Make sure that your class’s metadata ‘render_modes’ key includes the list of supported modes. It’s recommended to call super() in implementations to use the functionality of this method.

abstract reset(*, seed: Optional[int] = None, return_info: bool = False, options: Optional[dict] = None)Union[ObsType, Tuple[ObsType, dict]][source]

Resets the environment to an initial state and returns an initial observation.

This method should also reset the environment’s random number generator(s) if seed is an integer or if the environment has not yet initialized a random number generator. If the environment already has a random number generator and reset is called with seed=None, the RNG should not be reset. Moreover, reset should (in the typical use case) be called with an integer seed right after initialization and then never again.

Returns

the initial observation. info (optional dictionary): a dictionary containing extra information, this is only returned if return_info is set to true

Return type

observation (object)

step(action: ActType)Tuple[ObsType, float, bool, dict][source]

Run one timestep of the environment’s dynamics.

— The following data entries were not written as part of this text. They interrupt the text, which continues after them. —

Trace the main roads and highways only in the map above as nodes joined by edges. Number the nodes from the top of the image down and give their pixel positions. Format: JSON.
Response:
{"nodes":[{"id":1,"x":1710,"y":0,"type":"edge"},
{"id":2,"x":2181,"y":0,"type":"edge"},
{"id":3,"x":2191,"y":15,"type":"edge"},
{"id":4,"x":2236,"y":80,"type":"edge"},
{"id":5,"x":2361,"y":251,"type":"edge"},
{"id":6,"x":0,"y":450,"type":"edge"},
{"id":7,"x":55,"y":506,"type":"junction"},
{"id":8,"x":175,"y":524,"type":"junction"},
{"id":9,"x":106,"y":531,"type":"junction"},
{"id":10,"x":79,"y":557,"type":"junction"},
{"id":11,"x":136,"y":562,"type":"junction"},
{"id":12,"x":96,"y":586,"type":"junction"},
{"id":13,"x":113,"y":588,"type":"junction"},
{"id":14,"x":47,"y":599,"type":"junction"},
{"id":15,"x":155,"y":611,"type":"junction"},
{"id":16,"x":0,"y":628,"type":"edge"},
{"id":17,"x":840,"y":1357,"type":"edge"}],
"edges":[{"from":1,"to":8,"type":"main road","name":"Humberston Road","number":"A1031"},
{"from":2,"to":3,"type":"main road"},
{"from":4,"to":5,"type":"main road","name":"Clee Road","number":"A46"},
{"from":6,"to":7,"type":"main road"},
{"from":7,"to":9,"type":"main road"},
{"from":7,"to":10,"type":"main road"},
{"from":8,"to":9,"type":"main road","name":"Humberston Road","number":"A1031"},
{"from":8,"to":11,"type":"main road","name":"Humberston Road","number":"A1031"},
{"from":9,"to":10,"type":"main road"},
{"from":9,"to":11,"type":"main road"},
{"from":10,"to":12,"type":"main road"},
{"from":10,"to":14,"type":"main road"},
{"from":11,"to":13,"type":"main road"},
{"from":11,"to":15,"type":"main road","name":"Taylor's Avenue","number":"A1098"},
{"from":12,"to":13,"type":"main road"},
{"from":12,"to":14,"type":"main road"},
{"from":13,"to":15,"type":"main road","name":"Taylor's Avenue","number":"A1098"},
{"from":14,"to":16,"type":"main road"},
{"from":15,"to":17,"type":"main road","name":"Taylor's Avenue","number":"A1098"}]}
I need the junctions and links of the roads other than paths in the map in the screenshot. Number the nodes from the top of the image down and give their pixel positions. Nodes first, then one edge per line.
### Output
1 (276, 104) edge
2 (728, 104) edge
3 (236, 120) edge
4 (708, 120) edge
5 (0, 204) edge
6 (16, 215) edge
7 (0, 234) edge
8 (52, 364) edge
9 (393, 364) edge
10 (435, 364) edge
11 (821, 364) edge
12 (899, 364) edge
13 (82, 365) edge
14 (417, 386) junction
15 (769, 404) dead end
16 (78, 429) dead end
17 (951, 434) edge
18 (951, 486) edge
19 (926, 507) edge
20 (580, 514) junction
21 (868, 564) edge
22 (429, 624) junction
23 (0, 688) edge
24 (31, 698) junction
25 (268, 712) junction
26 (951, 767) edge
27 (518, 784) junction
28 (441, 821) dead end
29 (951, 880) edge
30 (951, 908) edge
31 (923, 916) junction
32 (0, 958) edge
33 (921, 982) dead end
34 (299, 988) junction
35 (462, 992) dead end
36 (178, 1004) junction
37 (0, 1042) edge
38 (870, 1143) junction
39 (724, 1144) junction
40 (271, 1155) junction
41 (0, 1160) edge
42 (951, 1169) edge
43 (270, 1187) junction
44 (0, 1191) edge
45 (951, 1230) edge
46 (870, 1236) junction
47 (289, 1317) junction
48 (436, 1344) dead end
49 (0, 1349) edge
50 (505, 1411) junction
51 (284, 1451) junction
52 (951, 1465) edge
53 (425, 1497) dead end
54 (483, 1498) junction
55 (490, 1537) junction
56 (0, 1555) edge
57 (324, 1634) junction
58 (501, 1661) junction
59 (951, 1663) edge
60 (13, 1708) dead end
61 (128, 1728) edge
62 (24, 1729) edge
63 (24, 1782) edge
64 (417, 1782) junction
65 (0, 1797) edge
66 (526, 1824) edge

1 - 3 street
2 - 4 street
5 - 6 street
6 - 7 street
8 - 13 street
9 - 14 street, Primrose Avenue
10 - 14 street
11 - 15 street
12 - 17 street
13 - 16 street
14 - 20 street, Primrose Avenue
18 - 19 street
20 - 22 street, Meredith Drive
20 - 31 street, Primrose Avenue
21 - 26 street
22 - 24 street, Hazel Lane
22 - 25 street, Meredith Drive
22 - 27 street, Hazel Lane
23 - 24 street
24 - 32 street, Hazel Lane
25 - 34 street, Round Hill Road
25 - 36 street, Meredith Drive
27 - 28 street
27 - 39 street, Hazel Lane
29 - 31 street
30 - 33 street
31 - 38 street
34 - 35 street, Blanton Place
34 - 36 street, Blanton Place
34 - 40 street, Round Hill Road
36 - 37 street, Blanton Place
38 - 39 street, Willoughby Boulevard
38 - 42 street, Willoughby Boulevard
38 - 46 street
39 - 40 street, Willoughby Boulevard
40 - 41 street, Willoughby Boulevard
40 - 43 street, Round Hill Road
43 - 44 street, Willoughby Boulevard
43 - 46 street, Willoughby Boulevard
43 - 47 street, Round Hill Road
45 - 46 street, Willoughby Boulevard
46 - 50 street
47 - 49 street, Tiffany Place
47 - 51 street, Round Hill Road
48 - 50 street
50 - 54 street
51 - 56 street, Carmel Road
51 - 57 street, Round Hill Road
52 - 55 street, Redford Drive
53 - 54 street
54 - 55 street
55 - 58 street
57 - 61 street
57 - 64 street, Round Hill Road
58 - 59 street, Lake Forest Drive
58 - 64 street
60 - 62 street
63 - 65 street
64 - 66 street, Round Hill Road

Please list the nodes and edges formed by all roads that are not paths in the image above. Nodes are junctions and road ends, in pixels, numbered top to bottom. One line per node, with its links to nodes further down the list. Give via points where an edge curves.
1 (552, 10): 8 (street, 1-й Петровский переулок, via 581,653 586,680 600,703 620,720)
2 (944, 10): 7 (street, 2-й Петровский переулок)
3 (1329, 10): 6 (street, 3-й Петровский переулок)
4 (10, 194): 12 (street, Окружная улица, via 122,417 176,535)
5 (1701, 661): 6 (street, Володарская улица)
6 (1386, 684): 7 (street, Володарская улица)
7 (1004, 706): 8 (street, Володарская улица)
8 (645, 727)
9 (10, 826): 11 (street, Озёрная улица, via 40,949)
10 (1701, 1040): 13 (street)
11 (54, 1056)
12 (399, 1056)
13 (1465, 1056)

When end of episode is reached, you are responsible for calling reset() to reset this environment’s state.

Accepts an action and returns a tuple (observation, reward, done, info).

Param

object action: an action provided by the agent

Returns

observation, reward, done, info

External Env

D4rlEnv

class D4rlEnv(env_name: str, obs_shift: Optional[numpy.ndarray] = None, obs_scale: Optional[numpy.ndarray] = None)[source]

Bases: Generic[gym.core.ObsType, gym.core.ActType]

The Env for D4RL benchmark.

Parameters

env_name (str) – the name of env.

action_space: gym.spaces.space.Space[ActType]
observation_space: gym.spaces.space.Space[ObsType]
reset(**kwargs: Any)Union[numpy.ndarray, Tuple[numpy.ndarray, dict]][source]

Resets the environment to an initial state and returns an initial observation.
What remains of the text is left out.